Your task:
Would you give the entries below again in full, exactly as they stand?

Provided information:
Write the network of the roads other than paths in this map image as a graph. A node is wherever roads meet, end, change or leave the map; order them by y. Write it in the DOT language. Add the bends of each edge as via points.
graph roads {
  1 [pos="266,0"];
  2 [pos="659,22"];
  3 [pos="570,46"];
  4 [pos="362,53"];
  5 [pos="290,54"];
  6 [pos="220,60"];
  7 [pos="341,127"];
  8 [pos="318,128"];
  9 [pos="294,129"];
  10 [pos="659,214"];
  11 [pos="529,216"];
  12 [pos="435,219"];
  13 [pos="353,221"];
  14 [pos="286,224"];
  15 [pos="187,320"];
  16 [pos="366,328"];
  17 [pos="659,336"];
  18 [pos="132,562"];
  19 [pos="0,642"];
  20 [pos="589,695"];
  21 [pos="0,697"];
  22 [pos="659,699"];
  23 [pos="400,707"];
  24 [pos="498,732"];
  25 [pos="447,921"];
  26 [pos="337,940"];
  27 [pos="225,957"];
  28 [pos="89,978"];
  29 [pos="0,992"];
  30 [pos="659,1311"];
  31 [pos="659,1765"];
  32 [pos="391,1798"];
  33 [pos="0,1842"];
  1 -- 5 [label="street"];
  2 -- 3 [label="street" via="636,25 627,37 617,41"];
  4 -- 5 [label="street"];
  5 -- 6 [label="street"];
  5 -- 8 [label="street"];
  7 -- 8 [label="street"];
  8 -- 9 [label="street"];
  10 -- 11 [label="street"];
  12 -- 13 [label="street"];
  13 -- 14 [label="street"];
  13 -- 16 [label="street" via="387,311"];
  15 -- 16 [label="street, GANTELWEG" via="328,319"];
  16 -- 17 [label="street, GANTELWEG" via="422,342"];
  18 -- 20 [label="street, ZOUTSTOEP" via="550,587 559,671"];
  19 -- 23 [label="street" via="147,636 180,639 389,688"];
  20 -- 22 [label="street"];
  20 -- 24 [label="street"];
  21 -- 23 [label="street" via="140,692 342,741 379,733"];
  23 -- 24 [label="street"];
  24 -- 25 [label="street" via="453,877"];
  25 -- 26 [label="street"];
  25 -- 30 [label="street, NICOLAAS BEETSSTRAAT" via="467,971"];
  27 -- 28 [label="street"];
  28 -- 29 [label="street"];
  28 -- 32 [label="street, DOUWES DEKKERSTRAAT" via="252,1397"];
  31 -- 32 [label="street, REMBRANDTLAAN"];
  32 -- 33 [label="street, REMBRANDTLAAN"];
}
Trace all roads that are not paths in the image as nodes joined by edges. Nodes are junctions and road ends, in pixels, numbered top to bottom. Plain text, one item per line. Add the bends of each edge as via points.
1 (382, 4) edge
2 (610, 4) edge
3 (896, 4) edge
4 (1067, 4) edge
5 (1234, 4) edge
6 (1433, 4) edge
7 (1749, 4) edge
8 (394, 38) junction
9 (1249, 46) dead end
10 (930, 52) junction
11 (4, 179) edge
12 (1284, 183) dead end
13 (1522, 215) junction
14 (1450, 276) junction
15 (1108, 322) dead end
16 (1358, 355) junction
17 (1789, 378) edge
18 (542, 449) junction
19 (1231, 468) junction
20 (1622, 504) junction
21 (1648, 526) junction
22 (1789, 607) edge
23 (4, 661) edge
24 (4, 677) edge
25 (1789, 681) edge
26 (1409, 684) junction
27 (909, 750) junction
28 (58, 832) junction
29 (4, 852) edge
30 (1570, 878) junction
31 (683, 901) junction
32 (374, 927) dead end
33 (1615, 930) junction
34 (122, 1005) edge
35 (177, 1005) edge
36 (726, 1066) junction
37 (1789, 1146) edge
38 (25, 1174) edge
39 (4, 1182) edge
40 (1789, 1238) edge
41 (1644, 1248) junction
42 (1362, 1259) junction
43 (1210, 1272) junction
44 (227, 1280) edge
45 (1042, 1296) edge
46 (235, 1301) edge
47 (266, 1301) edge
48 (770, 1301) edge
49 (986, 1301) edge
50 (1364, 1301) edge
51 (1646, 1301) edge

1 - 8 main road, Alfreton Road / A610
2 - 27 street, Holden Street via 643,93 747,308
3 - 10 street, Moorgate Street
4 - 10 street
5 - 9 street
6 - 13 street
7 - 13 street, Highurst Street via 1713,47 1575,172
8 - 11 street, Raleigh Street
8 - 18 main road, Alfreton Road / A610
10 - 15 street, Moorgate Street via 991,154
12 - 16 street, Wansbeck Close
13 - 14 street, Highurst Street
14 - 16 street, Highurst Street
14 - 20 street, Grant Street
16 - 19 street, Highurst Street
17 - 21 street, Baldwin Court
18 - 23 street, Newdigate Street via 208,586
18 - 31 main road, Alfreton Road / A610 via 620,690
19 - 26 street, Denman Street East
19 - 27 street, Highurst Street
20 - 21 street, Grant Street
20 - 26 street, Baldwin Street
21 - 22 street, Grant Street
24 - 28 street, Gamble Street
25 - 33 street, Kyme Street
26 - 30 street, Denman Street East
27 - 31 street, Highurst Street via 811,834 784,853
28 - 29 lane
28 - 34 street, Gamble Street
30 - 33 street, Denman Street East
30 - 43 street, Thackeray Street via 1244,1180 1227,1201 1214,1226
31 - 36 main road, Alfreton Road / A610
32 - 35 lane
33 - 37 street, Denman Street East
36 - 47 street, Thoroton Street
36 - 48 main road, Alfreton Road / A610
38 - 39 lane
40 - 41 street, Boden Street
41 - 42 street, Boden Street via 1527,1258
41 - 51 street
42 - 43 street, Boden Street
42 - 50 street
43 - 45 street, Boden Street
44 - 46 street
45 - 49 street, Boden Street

Response to this exercise:
Write the network of the roads other than paths in this map image as a graph. A node is wherever roads meet, end, change or leave the map; order them by y. Write it in the DOT language. Add the bends of each edge as via points.
graph roads {
  1 [pos="266,0"];
  2 [pos="659,22"];
  3 [pos="570,46"];
  4 [pos="362,53"];
  5 [pos="290,54"];
  6 [pos="220,60"];
  7 [pos="341,127"];
  8 [pos="318,128"];
  9 [pos="294,129"];
  10 [pos="659,214"];
  11 [pos="529,216"];
  12 [pos="435,219"];
  13 [pos="353,221"];
  14 [pos="286,224"];
  15 [pos="187,320"];
  16 [pos="366,328"];
  17 [pos="659,336"];
  18 [pos="132,562"];
  19 [pos="0,642"];
  20 [pos="589,695"];
  21 [pos="0,697"];
  22 [pos="659,699"];
  23 [pos="400,707"];
  24 [pos="498,732"];
  25 [pos="447,921"];
  26 [pos="337,940"];
  27 [pos="225,957"];
  28 [pos="89,978"];
  29 [pos="0,992"];
  30 [pos="659,1311"];
  31 [pos="659,1765"];
  32 [pos="391,1798"];
  33 [pos="0,1842"];
  1 -- 5 [label="street"];
  2 -- 3 [label="street" via="636,25 627,37 617,41"];
  4 -- 5 [label="street"];
  5 -- 6 [label="street"];
  5 -- 8 [label="street"];
  7 -- 8 [label="street"];
  8 -- 9 [label="street"];
  10 -- 11 [label="street"];
  12 -- 13 [label="street"];
  13 -- 14 [label="street"];
  13 -- 16 [label="street" via="387,311"];
  15 -- 16 [label="street, GANTELWEG" via="328,319"];
  16 -- 17 [label="street, GANTELWEG" via="422,342"];
  18 -- 20 [label="street, ZOUTSTOEP" via="550,587 559,671"];
  19 -- 23 [label="street" via="147,636 180,639 389,688"];
  20 -- 22 [label="street"];
  20 -- 24 [label="street"];
  21 -- 23 [label="street" via="140,692 342,741 379,733"];
  23 -- 24 [label="street"];
  24 -- 25 [label="street" via="453,877"];
  25 -- 26 [label="street"];
  25 -- 30 [label="street, NICOLAAS BEETSSTRAAT" via="467,971"];
  27 -- 28 [label="street"];
  28 -- 29 [label="street"];
  28 -- 32 [label="street, DOUWES DEKKERSTRAAT" via="252,1397"];
  31 -- 32 [label="street, REMBRANDTLAAN"];
  32 -- 33 [label="street, REMBRANDTLAAN"];
}
Trace all roads that are not paths in the image as nodes joined by edges. Nodes are junctions and road ends, in pixels, numbered top to bottom. Plain text, one item per line. Add the bends of each edge as via points.
1 (382, 4) edge
2 (610, 4) edge
3 (896, 4) edge
4 (1067, 4) edge
5 (1234, 4) edge
6 (1433, 4) edge
7 (1749, 4) edge
8 (394, 38) junction
9 (1249, 46) dead end
10 (930, 52) junction
11 (4, 179) edge
12 (1284, 183) dead end
13 (1522, 215) junction
14 (1450, 276) junction
15 (1108, 322) dead end
16 (1358, 355) junction
17 (1789, 378) edge
18 (542, 449) junction
19 (1231, 468) junction
20 (1622, 504) junction
21 (1648, 526) junction
22 (1789, 607) edge
23 (4, 661) edge
24 (4, 677) edge
25 (1789, 681) edge
26 (1409, 684) junction
27 (909, 750) junction
28 (58, 832) junction
29 (4, 852) edge
30 (1570, 878) junction
31 (683, 901) junction
32 (374, 927) dead end
33 (1615, 930) junction
34 (122, 1005) edge
35 (177, 1005) edge
36 (726, 1066) junction
37 (1789, 1146) edge
38 (25, 1174) edge
39 (4, 1182) edge
40 (1789, 1238) edge
41 (1644, 1248) junction
42 (1362, 1259) junction
43 (1210, 1272) junction
44 (227, 1280) edge
45 (1042, 1296) edge
46 (235, 1301) edge
47 (266, 1301) edge
48 (770, 1301) edge
49 (986, 1301) edge
50 (1364, 1301) edge
51 (1646, 1301) edge

1 - 8 main road, Alfreton Road / A610
2 - 27 street, Holden Street via 643,93 747,308
3 - 10 street, Moorgate Street
4 - 10 street
5 - 9 street
6 - 13 street
7 - 13 street, Highurst Street via 1713,47 1575,172
8 - 11 street, Raleigh Street
8 - 18 main road, Alfreton Road / A610
10 - 15 street, Moorgate Street via 991,154
12 - 16 street, Wansbeck Close
13 - 14 street, Highurst Street
14 - 16 street, Highurst Street
14 - 20 street, Grant Street
16 - 19 street, Highurst Street
17 - 21 street, Baldwin Court
18 - 23 street, Newdigate Street via 208,586
18 - 31 main road, Alfreton Road / A610 via 620,690
19 - 26 street, Denman Street East
19 - 27 street, Highurst Street
20 - 21 street, Grant Street
20 - 26 street, Baldwin Street
21 - 22 street, Grant Street
24 - 28 street, Gamble Street
25 - 33 street, Kyme Street
26 - 30 street, Denman Street East
27 - 31 street, Highurst Street via 811,834 784,853
28 - 29 lane
28 - 34 street, Gamble Street
30 - 33 street, Denman Street East
30 - 43 street, Thackeray Street via 1244,1180 1227,1201 1214,1226
31 - 36 main road, Alfreton Road / A610
32 - 35 lane
33 - 37 street, Denman Street East
36 - 47 street, Thoroton Street
36 - 48 main road, Alfreton Road / A610
38 - 39 lane
40 - 41 street, Boden Street
41 - 42 street, Boden Street via 1527,1258
41 - 51 street
42 - 43 street, Boden Street
42 - 50 street
43 - 45 street, Boden Street
44 - 46 street
45 - 49 street, Boden Street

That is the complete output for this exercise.